**Exercise data:**

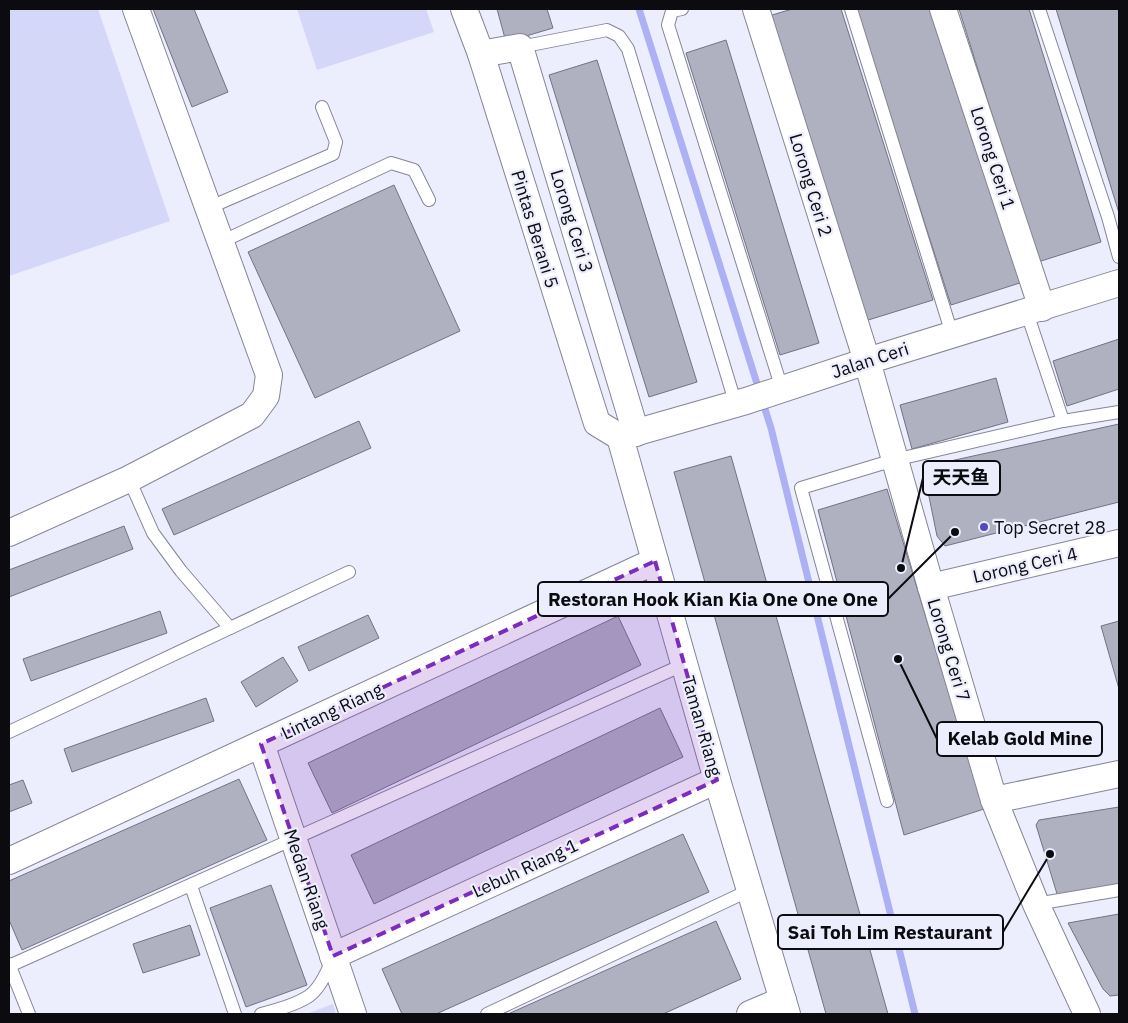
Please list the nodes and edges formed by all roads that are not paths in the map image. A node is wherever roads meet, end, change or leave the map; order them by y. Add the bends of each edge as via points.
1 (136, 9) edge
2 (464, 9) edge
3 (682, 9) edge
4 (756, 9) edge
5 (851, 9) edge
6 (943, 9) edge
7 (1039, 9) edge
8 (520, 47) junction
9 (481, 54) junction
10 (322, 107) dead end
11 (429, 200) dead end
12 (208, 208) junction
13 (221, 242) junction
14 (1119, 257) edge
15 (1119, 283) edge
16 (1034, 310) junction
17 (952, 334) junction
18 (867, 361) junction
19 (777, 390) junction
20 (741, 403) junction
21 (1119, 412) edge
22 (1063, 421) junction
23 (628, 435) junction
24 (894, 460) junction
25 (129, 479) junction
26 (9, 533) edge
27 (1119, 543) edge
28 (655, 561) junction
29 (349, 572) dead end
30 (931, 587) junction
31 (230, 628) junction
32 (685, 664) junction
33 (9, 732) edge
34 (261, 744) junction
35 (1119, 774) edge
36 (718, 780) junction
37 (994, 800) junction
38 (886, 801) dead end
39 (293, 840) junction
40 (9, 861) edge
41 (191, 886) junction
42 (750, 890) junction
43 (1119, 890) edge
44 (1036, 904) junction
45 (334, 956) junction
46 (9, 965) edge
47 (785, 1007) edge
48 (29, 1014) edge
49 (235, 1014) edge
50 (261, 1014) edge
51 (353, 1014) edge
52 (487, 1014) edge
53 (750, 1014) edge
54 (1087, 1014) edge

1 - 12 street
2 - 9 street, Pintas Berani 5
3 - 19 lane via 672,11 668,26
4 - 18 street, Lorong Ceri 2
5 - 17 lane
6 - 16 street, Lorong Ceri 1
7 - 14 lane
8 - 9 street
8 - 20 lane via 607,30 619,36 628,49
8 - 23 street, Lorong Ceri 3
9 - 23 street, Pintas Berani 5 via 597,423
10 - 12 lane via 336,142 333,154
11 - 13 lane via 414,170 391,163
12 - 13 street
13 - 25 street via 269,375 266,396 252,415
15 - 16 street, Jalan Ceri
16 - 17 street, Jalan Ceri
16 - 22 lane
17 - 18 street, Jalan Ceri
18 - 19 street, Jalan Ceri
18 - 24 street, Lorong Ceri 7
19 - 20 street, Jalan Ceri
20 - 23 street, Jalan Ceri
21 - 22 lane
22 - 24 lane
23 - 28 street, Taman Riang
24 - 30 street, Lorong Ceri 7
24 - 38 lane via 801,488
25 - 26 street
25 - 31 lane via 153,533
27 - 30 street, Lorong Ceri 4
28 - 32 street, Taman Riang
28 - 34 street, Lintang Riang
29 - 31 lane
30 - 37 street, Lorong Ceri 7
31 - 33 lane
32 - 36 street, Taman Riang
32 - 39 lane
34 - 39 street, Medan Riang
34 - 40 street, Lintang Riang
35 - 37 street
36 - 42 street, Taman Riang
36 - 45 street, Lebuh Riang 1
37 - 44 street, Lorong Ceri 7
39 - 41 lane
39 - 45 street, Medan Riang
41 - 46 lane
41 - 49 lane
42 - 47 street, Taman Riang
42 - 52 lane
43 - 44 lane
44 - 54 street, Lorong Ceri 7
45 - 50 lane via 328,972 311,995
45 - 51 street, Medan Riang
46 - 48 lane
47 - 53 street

**Work to be completed:**
The records above need to be restated word for word, with the pictures left out.

**Answer to the exercise:**
Please list the nodes and edges formed by all roads that are not paths in the map image. A node is wherever roads meet, end, change or leave the map; order them by y. Add the bends of each edge as via points.
1 (136, 9) edge
2 (464, 9) edge
3 (682, 9) edge
4 (756, 9) edge
5 (851, 9) edge
6 (943, 9) edge
7 (1039, 9) edge
8 (520, 47) junction
9 (481, 54) junction
10 (322, 107) dead end
11 (429, 200) dead end
12 (208, 208) junction
13 (221, 242) junction
14 (1119, 257) edge
15 (1119, 283) edge
16 (1034, 310) junction
17 (952, 334) junction
18 (867, 361) junction
19 (777, 390) junction
20 (741, 403) junction
21 (1119, 412) edge
22 (1063, 421) junction
23 (628, 435) junction
24 (894, 460) junction
25 (129, 479) junction
26 (9, 533) edge
27 (1119, 543) edge
28 (655, 561) junction
29 (349, 572) dead end
30 (931, 587) junction
31 (230, 628) junction
32 (685, 664) junction
33 (9, 732) edge
34 (261, 744) junction
35 (1119, 774) edge
36 (718, 780) junction
37 (994, 800) junction
38 (886, 801) dead end
39 (293, 840) junction
40 (9, 861) edge
41 (191, 886) junction
42 (750, 890) junction
43 (1119, 890) edge
44 (1036, 904) junction
45 (334, 956) junction
46 (9, 965) edge
47 (785, 1007) edge
48 (29, 1014) edge
49 (235, 1014) edge
50 (261, 1014) edge
51 (353, 1014) edge
52 (487, 1014) edge
53 (750, 1014) edge
54 (1087, 1014) edge

1 - 12 street
2 - 9 street, Pintas Berani 5
3 - 19 lane via 672,11 668,26
4 - 18 street, Lorong Ceri 2
5 - 17 lane
6 - 16 street, Lorong Ceri 1
7 - 14 lane
8 - 9 street
8 - 20 lane via 607,30 619,36 628,49
8 - 23 street, Lorong Ceri 3
9 - 23 street, Pintas Berani 5 via 597,423
10 - 12 lane via 336,142 333,154
11 - 13 lane via 414,170 391,163
12 - 13 street
13 - 25 street via 269,375 266,396 252,415
15 - 16 street, Jalan Ceri
16 - 17 street, Jalan Ceri
16 - 22 lane
17 - 18 street, Jalan Ceri
18 - 19 street, Jalan Ceri
18 - 24 street, Lorong Ceri 7
19 - 20 street, Jalan Ceri
20 - 23 street, Jalan Ceri
21 - 22 lane
22 - 24 lane
23 - 28 street, Taman Riang
24 - 30 street, Lorong Ceri 7
24 - 38 lane via 801,488
25 - 26 street
25 - 31 lane via 153,533
27 - 30 street, Lorong Ceri 4
28 - 32 street, Taman Riang
28 - 34 street, Lintang Riang
29 - 31 lane
30 - 37 street, Lorong Ceri 7
31 - 33 lane
32 - 36 street, Taman Riang
32 - 39 lane
34 - 39 street, Medan Riang
34 - 40 street, Lintang Riang
35 - 37 street
36 - 42 street, Taman Riang
36 - 45 street, Lebuh Riang 1
37 - 44 street, Lorong Ceri 7
39 - 41 lane
39 - 45 street, Medan Riang
41 - 46 lane
41 - 49 lane
42 - 47 street, Taman Riang
42 - 52 lane
43 - 44 lane
44 - 54 street, Lorong Ceri 7
45 - 50 lane via 328,972 311,995
45 - 51 street, Medan Riang
46 - 48 lane
47 - 53 street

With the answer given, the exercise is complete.